Sierre l'agréable, modeste vision subjective

28 mai 2012
Pierre-Marie Epiney

« Sierre (875 « âmes ») chef-lieu du district, dans un des sites les plus chauds et les plus fertiles du canton, doit à sa position heureuse la qualification d’agréable. » peut-on lire dans la « Géographie élémentaire à l’usage des écoles primaires », ouvrage publié en 1854.

« Agréable », je trouve le qualificatif très à propos ; ce n’est pas le soleil rieur et malicieux de l’étendard sierrois qui le démentirait. Déjà les Romains la nommèrent Sirrum Amoenum (Sierre l’agréable), séduits qu’ils étaient par le charme d’un paysage tissé de collines baignées par un Rhône facétieux.

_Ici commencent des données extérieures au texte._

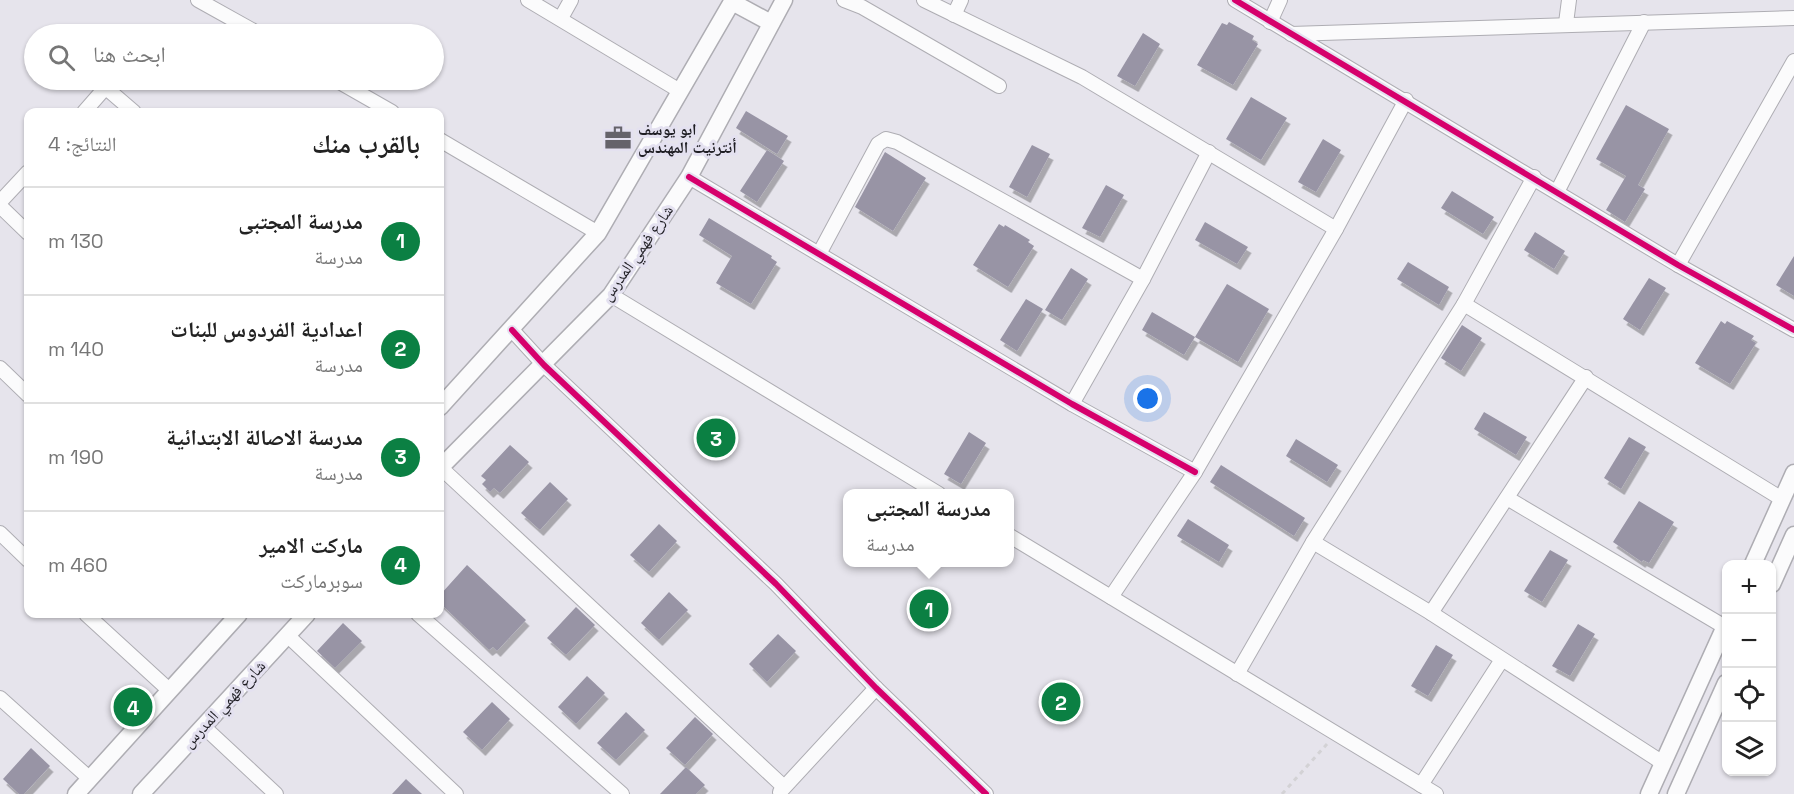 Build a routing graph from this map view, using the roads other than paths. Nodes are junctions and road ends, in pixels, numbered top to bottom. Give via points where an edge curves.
1 (198, 0) edge
2 (528, 0) edge
3 (571, 0) edge
4 (784, 0) edge
5 (844, 0) edge
6 (924, 0) edge
7 (961, 0) edge
8 (1235, 0) edge
9 (1280, 0) edge
10 (1569, 0) edge
11 (733, 1) edge
12 (954, 15) junction
13 (561, 18) junction
14 (1794, 18) edge
15 (1270, 22) junction
16 (1644, 22) junction
17 (771, 23) junction
18 (1566, 23) junction
19 (241, 24) edge
20 (1291, 34) junction
21 (1794, 61) edge
22 (999, 86) dead end
23 (103, 90) edge
24 (115, 90) edge
25 (354, 90) edge
26 (680, 91) junction
27 (1406, 100) junction
28 (87, 108) edge
29 (131, 108) edge
30 (385, 108) edge
31 (444, 142) edge
32 (1209, 152) junction
33 (24, 177) edge
34 (689, 177) junction
35 (1534, 177) junction
36 (1557, 192) junction
37 (0, 204) edge
38 (24, 229) edge
39 (1336, 229) junction
40 (598, 233) junction
41 (819, 254) junction
42 (1678, 265) junction
43 (1143, 279) junction
44 (611, 295) junction
45 (1464, 304) junction
46 (512, 330) junction
47 (1794, 330) edge
48 (544, 365) junction
49 (0, 368) edge
50 (1586, 377) junction
51 (24, 391) edge
52 (444, 403) edge
53 (1072, 404) junction
54 (444, 464) edge
55 (444, 472) edge
56 (1195, 472) junction
57 (1794, 473) edge
58 (931, 489) edge
59 (1507, 498) junction
60 (1782, 499) junction
61 (0, 533) edge
62 (1794, 535) edge
63 (1014, 538) edge
64 (1313, 542) junction
65 (24, 556) edge
66 (1755, 560) edge
67 (1776, 575) edge
68 (1111, 597) junction
69 (1431, 613) junction
70 (90, 618) edge
71 (235, 618) edge
72 (303, 618) edge
73 (423, 618) edge
74 (1722, 623) edge
75 (1722, 634) edge
76 (287, 635) junction
77 (1501, 661) junction
78 (1237, 674) junction
79 (876, 688) junction
80 (169, 690) junction
81 (1722, 692) edge
82 (0, 698) edge
83 (203, 726) junction
84 (1663, 763) junction
85 (89, 778) junction
86 (974, 783) junction
87 (1421, 785) junction
88 (782, 791) edge
89 (76, 794) edge
90 (141, 794) edge
91 (276, 794) edge
92 (456, 794) edge
93 (622, 794) edge
94 (963, 794) edge
95 (986, 794) edge
96 (1436, 794) edge
97 (1649, 794) edge
98 (1676, 794) edge

1 - 19 street
2 - 13 street
3 - 13 street
4 - 17 street, شارع فهمي المدرس
5 - 22 street
6 - 12 street
7 - 12 street
8 - 15 street
9 - 15 street
10 - 18 street
11 - 17 street
11 - 26 street
12 - 32 street via 1082,77
13 - 26 street
14 - 16 street
15 - 20 street
16 - 18 street
16 - 36 street
17 - 34 street, شارع فهمي المدرس
18 - 20 street
20 - 27 street
21 - 42 street
23 - 28 street
24 - 29 street
25 - 30 street
26 - 40 street
27 - 35 street
27 - 39 street
31 - 40 street
32 - 39 street
32 - 43 street
33 - 37 street
34 - 41 street
34 - 44 street, شارع فهمي المدرس
35 - 36 street
35 - 45 street
36 - 42 street
37 - 38 street
39 - 56 street
40 - 46 street
41 - 43 street via 878,144 886,139
41 - 53 street
42 - 47 street
43 - 53 street
44 - 48 street, شارع فهمي المدرس
44 - 58 street
45 - 50 street
45 - 64 street
46 - 48 street
46 - 52 street
48 - 54 street, شارع فهمي المدرس
48 - 79 street via 776,585
49 - 51 street
50 - 59 street
50 - 60 street
53 - 56 street
55 - 88 street
56 - 68 street
57 - 60 street
59 - 69 street
59 - 74 street
60 - 66 street
61 - 65 street
62 - 67 street
63 - 68 street
64 - 69 street
64 - 78 street
68 - 78 street
69 - 77 street
70 - 80 street
71 - 80 street
72 - 76 street, شارع فهمي المدرس
73 - 93 street
75 - 84 street
76 - 83 street, شارع فهمي المدرس
76 - 92 street
77 - 84 street
77 - 87 street
78 - 87 street
79 - 86 street
79 - 88 street
80 - 85 street
81 - 98 street
82 - 85 street
83 - 90 street, شارع فهمي المدرس
83 - 91 street
84 - 97 street
85 - 89 street
86 - 94 street
86 - 95 street
87 - 96 street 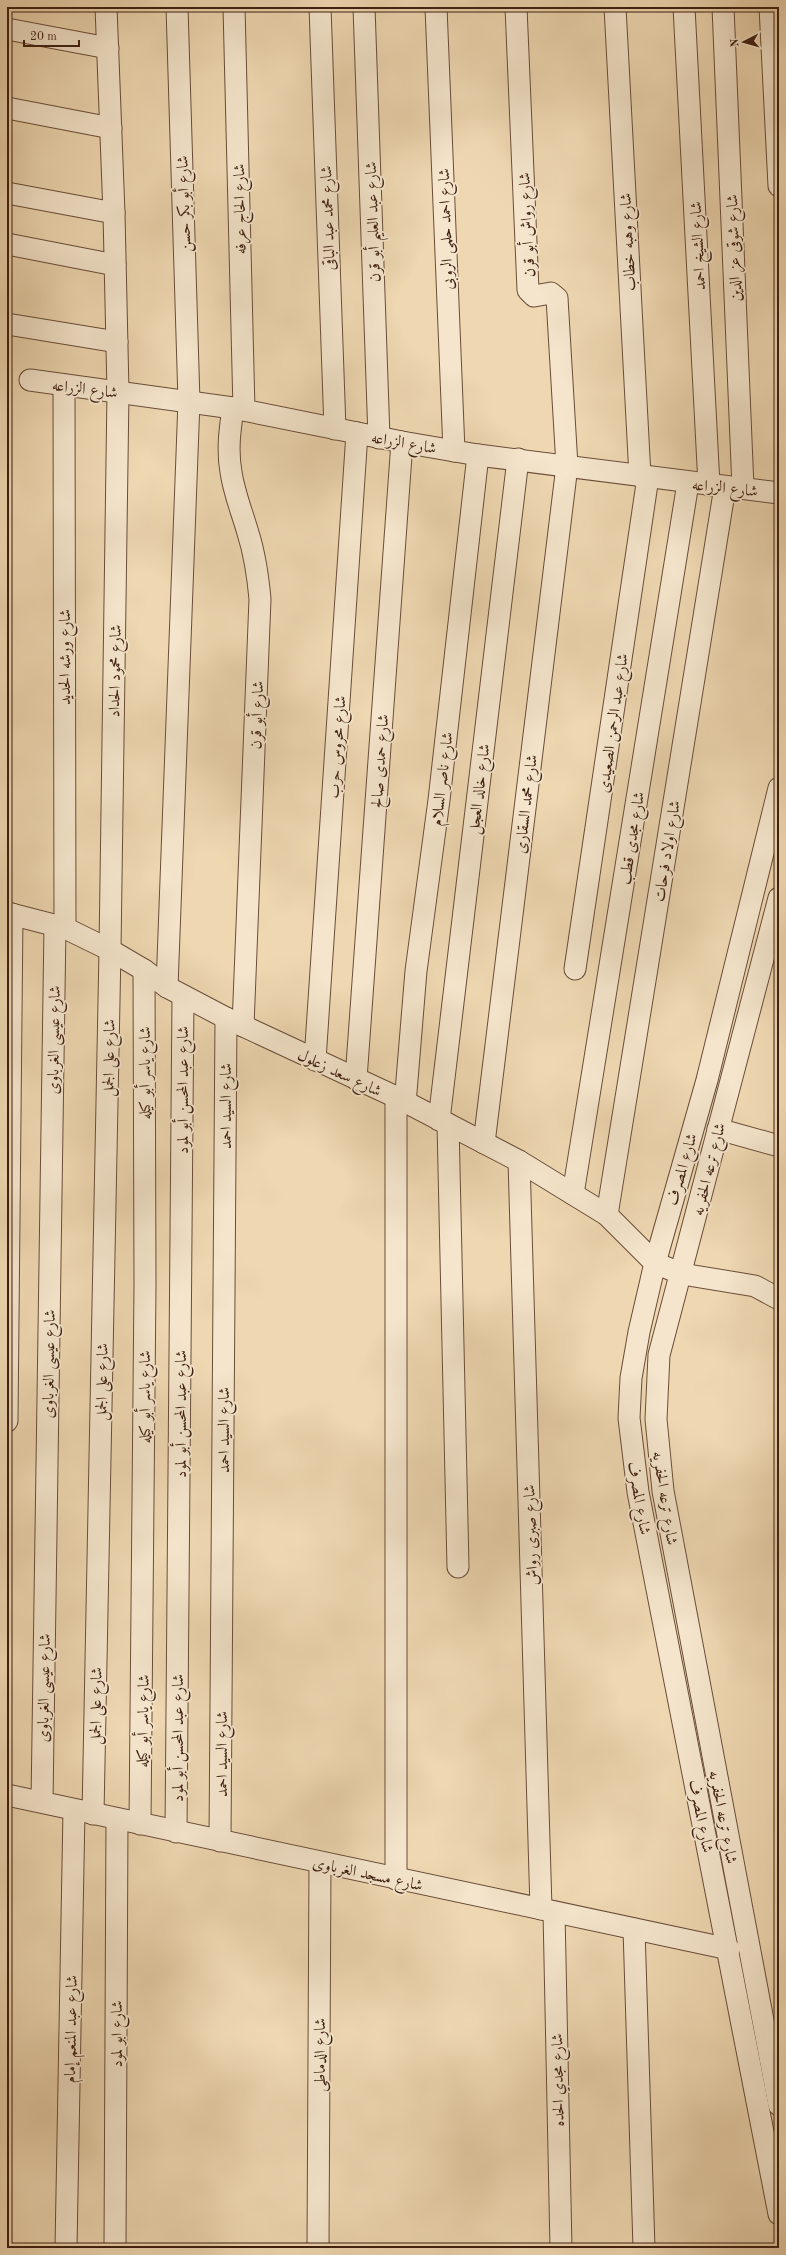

Plus bas dans le même texte, on parle du "village" de Sierre, à peine plus populeux qu’Ayer (700 âmes).

Sierre : une ville bricolée

J’aime à savoir que ma ville a été bricolée à partir de quartiers peuplés par les communautés anniviardes et haut-valaisannes. Sierre est une ville de métissage.

A plus forte raison aujourd’hui encore où l’on croise des personnes venues de tous les horizons ; le tiers de la population n’a pas le passeport à croix blanche.

Presque rien d'historique sur quelques trouvailles

Un almanach valaisan de 1768 (Mozart avait 12 ans) m’apprend que la foire Ste-Catherine était déjà fixée le 25 novembre. Peut-être remonte-t-elle à la nuit des temps…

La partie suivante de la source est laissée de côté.